Only the total should be returned: the number of lines in the data that hold the string "nodes".

Extracted data entries:

╔══

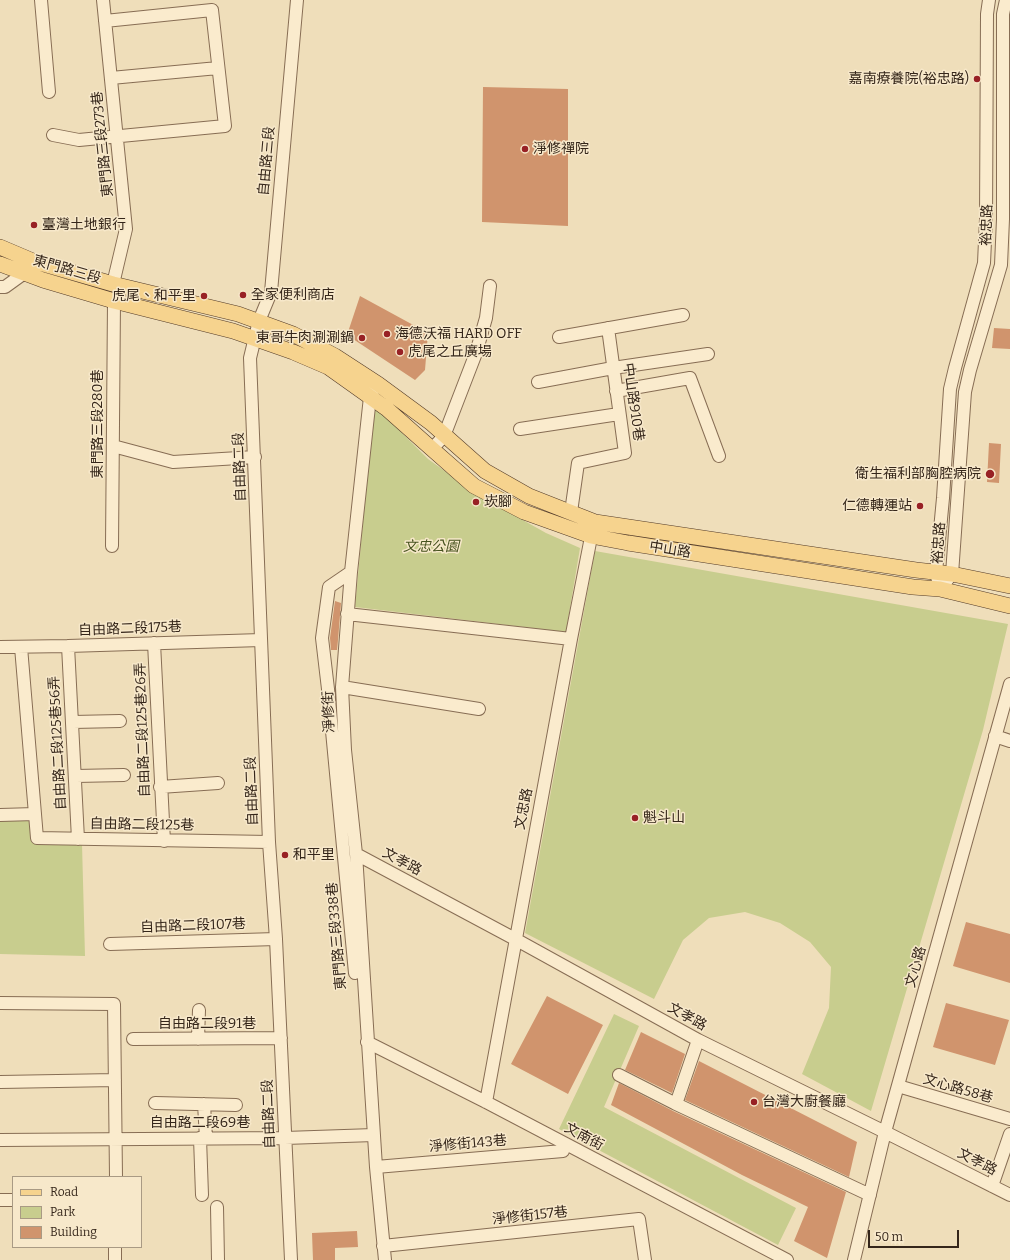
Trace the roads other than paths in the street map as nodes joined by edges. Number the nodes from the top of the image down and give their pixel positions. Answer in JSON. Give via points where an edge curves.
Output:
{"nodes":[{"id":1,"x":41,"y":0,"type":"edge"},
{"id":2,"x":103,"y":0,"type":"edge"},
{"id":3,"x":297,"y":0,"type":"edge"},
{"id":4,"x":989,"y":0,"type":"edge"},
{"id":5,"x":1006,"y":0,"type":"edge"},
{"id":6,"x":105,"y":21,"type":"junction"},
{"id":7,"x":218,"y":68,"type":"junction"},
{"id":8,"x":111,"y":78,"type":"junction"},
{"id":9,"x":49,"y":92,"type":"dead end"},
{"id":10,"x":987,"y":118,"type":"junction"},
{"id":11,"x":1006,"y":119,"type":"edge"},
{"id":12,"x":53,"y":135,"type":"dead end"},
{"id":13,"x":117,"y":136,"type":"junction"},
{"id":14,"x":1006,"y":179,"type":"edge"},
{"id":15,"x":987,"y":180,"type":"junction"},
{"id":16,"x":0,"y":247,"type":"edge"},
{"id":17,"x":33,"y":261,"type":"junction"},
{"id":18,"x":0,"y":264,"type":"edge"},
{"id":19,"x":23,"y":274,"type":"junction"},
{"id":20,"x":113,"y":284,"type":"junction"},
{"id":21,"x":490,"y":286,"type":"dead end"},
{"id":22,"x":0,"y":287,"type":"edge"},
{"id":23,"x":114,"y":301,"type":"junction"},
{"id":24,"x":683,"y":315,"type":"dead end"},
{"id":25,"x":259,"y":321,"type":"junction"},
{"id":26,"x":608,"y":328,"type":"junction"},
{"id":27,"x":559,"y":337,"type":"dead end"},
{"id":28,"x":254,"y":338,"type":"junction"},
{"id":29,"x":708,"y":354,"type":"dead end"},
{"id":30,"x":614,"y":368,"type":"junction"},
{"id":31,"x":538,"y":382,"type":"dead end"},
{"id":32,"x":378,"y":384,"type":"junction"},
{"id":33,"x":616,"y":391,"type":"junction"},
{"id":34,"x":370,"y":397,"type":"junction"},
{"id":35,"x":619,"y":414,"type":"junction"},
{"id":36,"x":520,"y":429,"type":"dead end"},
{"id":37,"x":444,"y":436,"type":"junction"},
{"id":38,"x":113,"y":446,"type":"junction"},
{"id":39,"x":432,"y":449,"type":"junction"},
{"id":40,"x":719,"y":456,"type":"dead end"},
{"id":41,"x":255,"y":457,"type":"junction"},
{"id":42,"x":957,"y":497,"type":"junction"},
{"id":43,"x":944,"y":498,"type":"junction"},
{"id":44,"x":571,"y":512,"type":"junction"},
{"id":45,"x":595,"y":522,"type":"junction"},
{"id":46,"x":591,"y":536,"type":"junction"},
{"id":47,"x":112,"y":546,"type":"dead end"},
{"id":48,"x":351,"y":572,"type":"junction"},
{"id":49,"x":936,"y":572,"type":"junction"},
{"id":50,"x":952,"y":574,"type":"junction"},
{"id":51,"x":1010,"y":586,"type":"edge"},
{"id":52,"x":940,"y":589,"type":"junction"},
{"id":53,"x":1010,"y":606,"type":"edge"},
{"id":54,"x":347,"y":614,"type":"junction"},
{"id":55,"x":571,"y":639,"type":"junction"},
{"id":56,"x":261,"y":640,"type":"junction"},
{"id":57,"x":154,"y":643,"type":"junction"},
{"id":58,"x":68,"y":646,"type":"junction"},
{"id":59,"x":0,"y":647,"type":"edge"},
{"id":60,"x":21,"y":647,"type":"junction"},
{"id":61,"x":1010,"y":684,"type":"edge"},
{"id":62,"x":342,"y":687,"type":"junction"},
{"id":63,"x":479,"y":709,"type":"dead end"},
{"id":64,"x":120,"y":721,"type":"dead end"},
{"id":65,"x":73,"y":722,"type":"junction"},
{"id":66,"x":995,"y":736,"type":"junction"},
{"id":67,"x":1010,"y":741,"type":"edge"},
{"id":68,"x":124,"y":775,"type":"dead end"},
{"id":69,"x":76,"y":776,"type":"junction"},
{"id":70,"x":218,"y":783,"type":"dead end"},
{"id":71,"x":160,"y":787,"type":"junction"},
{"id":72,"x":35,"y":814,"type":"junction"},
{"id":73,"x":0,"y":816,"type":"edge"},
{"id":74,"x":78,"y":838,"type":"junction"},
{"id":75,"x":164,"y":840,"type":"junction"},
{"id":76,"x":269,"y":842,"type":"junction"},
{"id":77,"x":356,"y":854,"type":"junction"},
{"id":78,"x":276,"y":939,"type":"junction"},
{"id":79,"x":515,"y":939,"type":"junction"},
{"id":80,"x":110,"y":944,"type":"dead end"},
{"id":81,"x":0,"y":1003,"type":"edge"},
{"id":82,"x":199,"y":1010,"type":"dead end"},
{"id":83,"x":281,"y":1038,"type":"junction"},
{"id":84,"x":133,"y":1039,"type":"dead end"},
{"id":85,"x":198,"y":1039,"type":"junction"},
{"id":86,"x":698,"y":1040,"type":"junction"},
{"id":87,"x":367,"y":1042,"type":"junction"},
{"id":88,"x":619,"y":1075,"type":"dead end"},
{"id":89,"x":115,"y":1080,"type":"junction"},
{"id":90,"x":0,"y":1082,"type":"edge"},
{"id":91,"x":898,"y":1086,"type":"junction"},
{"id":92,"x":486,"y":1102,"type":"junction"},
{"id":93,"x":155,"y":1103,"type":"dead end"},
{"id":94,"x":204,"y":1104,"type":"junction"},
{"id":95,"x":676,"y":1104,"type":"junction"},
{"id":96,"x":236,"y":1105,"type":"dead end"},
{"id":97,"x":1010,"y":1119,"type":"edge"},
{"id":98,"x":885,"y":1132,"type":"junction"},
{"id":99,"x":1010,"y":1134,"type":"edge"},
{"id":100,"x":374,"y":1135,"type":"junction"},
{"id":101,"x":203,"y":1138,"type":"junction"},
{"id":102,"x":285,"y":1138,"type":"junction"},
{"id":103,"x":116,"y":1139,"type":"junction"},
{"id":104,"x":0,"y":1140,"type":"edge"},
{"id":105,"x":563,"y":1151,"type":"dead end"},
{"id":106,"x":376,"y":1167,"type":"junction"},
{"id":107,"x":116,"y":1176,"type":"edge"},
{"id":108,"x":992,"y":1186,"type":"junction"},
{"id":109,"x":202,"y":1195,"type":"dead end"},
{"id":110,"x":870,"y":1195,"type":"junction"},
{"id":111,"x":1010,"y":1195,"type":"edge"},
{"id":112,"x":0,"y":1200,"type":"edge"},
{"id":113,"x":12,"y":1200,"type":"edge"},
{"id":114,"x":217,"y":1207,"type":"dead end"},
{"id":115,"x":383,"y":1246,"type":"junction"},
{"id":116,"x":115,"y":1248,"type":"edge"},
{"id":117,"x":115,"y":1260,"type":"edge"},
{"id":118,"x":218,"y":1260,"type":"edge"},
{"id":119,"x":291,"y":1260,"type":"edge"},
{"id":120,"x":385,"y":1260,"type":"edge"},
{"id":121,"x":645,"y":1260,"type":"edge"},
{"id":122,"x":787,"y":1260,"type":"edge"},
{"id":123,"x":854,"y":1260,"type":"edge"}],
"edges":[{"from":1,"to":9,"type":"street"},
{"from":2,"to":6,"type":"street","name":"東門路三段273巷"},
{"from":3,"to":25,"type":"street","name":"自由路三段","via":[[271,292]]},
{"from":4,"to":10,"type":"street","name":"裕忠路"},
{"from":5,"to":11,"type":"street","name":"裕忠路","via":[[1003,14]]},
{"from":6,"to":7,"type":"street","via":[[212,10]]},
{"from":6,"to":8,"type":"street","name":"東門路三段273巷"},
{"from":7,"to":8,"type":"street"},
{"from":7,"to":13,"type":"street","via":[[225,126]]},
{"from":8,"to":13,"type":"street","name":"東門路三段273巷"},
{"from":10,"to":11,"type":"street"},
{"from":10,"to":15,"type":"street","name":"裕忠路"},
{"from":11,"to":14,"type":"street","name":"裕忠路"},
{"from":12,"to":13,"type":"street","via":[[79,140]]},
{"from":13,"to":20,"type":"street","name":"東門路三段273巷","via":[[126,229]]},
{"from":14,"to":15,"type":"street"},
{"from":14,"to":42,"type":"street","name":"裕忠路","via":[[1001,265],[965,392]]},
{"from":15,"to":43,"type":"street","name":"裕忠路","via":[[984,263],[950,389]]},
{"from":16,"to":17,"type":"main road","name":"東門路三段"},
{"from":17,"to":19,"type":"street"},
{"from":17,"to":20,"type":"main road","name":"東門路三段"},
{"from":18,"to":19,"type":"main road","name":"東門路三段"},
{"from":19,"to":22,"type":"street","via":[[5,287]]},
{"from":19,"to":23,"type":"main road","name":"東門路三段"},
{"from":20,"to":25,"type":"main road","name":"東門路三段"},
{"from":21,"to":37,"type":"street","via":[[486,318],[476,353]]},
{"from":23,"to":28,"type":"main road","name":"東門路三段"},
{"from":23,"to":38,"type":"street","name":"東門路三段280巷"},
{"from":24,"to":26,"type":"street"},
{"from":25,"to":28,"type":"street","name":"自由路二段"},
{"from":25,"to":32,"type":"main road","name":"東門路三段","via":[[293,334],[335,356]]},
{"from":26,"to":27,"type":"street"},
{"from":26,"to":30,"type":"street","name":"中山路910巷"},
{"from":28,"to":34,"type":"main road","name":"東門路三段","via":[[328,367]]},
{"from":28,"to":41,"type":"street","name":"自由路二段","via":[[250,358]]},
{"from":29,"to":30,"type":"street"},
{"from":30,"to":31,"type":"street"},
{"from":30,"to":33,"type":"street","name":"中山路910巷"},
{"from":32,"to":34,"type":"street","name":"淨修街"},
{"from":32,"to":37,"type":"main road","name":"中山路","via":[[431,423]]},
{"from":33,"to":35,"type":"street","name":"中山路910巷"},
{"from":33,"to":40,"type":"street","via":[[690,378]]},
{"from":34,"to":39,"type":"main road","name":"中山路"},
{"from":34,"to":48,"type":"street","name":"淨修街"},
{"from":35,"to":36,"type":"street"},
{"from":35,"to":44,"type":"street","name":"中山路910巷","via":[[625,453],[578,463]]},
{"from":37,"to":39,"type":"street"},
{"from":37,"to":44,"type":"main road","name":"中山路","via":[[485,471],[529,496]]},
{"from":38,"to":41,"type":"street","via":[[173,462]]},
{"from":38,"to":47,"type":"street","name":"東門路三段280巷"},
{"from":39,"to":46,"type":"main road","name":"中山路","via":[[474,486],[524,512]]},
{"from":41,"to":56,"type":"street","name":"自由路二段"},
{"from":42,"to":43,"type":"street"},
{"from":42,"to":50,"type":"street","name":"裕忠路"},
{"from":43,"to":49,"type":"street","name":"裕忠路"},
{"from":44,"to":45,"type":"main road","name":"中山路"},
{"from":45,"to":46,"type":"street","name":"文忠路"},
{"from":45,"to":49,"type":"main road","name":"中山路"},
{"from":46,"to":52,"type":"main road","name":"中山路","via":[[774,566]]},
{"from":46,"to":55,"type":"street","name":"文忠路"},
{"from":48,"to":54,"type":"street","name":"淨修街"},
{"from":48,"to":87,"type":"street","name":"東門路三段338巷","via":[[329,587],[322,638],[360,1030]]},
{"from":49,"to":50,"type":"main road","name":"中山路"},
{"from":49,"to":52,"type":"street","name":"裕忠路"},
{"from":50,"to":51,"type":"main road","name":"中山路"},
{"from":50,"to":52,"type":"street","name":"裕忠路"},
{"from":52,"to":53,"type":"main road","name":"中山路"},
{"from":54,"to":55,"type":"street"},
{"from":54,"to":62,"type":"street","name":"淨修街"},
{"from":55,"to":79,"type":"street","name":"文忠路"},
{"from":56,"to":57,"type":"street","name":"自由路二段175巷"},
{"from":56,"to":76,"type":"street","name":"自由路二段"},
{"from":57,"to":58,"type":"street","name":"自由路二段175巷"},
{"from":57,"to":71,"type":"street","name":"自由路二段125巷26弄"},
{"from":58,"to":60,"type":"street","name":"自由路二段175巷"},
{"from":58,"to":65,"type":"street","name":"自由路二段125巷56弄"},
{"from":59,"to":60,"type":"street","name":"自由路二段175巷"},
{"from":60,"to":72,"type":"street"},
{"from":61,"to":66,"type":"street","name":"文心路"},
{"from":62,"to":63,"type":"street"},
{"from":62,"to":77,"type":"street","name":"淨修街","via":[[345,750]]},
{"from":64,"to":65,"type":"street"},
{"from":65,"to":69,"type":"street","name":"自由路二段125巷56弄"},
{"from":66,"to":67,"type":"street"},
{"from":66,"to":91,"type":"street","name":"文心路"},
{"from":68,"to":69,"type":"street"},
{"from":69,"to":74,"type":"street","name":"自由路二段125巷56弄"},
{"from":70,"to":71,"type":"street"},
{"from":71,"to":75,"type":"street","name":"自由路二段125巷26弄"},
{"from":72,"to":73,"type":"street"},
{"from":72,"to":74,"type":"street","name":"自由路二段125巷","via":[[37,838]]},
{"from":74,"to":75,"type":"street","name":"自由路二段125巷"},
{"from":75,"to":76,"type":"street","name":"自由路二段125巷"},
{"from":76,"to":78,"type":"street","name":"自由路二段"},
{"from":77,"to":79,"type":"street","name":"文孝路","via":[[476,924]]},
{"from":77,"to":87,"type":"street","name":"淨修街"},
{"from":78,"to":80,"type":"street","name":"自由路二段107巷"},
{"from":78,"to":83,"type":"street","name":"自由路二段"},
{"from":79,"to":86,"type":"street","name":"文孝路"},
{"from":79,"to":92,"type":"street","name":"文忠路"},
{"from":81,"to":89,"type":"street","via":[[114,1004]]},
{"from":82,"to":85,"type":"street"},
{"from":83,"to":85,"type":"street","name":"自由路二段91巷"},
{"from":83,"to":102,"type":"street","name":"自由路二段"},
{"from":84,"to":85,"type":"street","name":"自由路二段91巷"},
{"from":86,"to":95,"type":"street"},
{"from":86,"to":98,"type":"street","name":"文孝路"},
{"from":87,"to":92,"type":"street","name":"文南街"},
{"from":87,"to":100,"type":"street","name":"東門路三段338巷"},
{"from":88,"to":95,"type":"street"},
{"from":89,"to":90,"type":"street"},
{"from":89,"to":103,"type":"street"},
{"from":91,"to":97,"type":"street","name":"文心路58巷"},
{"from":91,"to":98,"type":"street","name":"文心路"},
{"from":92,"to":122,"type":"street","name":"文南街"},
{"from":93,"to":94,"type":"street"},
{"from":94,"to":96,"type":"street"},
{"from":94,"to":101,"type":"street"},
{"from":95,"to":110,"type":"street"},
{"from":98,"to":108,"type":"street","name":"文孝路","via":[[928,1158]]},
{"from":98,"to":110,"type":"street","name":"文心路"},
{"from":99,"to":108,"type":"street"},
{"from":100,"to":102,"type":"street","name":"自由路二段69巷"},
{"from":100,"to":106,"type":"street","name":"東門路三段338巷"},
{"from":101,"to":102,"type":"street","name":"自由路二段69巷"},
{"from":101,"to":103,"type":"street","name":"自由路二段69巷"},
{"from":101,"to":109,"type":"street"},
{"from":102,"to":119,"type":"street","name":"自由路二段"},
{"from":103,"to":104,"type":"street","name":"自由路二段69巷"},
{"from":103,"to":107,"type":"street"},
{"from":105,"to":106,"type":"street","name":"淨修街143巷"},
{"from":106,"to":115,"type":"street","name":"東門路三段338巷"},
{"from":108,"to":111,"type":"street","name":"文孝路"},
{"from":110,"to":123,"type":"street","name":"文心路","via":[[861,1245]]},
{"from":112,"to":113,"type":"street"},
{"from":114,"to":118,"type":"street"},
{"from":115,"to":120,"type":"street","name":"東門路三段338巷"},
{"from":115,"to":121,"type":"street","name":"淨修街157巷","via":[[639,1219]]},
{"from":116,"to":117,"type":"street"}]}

╚══

Finished exercise
2